A female infant was born prematurely at 32 weeks gestation to a 39-year-old woman whose pregnancy was complicated by polyhydramnios. Amniocentesis at 16 weeks showed that the infant had trisomy 21. The baby began to vomit within a few hours after birth. Marked dilation of the epigastrium was noted. Radiographs of the abdomen showed gas in the stomach and the superior part of the duodenum, but no other intestinal gas was observed. A diagnosis of duodenal atresia was made.
The umbilicus of a newborn infant failed to heal normally. It was swollen and there was a persistent discharge from the umbilical stump.
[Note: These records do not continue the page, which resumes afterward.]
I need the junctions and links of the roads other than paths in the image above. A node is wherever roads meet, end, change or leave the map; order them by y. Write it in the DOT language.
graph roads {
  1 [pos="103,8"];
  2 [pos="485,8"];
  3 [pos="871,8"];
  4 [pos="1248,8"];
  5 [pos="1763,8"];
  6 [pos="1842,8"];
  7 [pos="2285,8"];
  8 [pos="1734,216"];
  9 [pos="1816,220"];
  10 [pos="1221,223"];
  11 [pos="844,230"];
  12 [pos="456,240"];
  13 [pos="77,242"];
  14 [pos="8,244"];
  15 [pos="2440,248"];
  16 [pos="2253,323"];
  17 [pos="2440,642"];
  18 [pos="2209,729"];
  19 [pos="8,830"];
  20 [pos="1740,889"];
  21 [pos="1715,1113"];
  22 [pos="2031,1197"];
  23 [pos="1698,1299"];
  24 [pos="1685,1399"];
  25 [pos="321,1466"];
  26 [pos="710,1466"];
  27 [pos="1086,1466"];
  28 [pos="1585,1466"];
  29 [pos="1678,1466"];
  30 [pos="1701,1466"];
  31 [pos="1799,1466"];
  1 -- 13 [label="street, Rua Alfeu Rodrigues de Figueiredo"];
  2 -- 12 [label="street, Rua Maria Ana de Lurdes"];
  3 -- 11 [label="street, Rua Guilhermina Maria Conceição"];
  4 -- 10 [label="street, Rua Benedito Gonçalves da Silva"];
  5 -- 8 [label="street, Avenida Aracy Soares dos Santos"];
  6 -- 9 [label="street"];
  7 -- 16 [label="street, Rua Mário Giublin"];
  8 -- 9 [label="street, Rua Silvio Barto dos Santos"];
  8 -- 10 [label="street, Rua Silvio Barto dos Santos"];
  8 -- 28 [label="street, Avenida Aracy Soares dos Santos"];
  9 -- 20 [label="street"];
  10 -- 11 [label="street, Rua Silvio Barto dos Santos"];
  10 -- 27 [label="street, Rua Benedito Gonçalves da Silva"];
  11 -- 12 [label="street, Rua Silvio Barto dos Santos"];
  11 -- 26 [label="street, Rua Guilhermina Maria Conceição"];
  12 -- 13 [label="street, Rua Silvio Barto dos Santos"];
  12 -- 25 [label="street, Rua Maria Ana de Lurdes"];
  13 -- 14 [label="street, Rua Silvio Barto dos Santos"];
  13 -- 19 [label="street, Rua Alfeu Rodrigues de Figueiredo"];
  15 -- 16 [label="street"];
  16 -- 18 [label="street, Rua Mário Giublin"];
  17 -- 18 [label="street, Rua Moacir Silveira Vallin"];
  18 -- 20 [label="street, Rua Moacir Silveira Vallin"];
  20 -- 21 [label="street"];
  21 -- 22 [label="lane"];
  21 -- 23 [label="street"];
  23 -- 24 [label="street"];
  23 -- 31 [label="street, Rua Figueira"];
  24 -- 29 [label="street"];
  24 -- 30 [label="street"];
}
A sinus tract was outlined with contrast media during fluoroscopy. The tract was resected on the ninth day after birth and its distal end was found to terminate in a diverticulum of the ileum.
A female infant was born with a small dimple where the anus should have been. Examination of the infant’s vagina revealed meconium and an opening of a sinus tract in the posterior wall of the vagina. Radiographic examination using a contrast medium injected through a tiny catheter inserted into the opening revealed a fistulous connection.
A newborn infant was born with a light gray, shiny mass measuring the size of an orange that protruded from the umbilical region. The mass was covered by a thin transparent membrane.
A newborn infant appeared normal at birth; however, excessive vomiting and abdominal distention developed after a few hours. The vomitus contained bile and only a little meconium was passed. Radiographic examination showed a gas-filled stomach and dilated, gas-filled loops of small bowel, but no air was present in the large intestine. This indicated a congenital obstruction of the small bowel.
Discussion of these problems appears at the back of the book.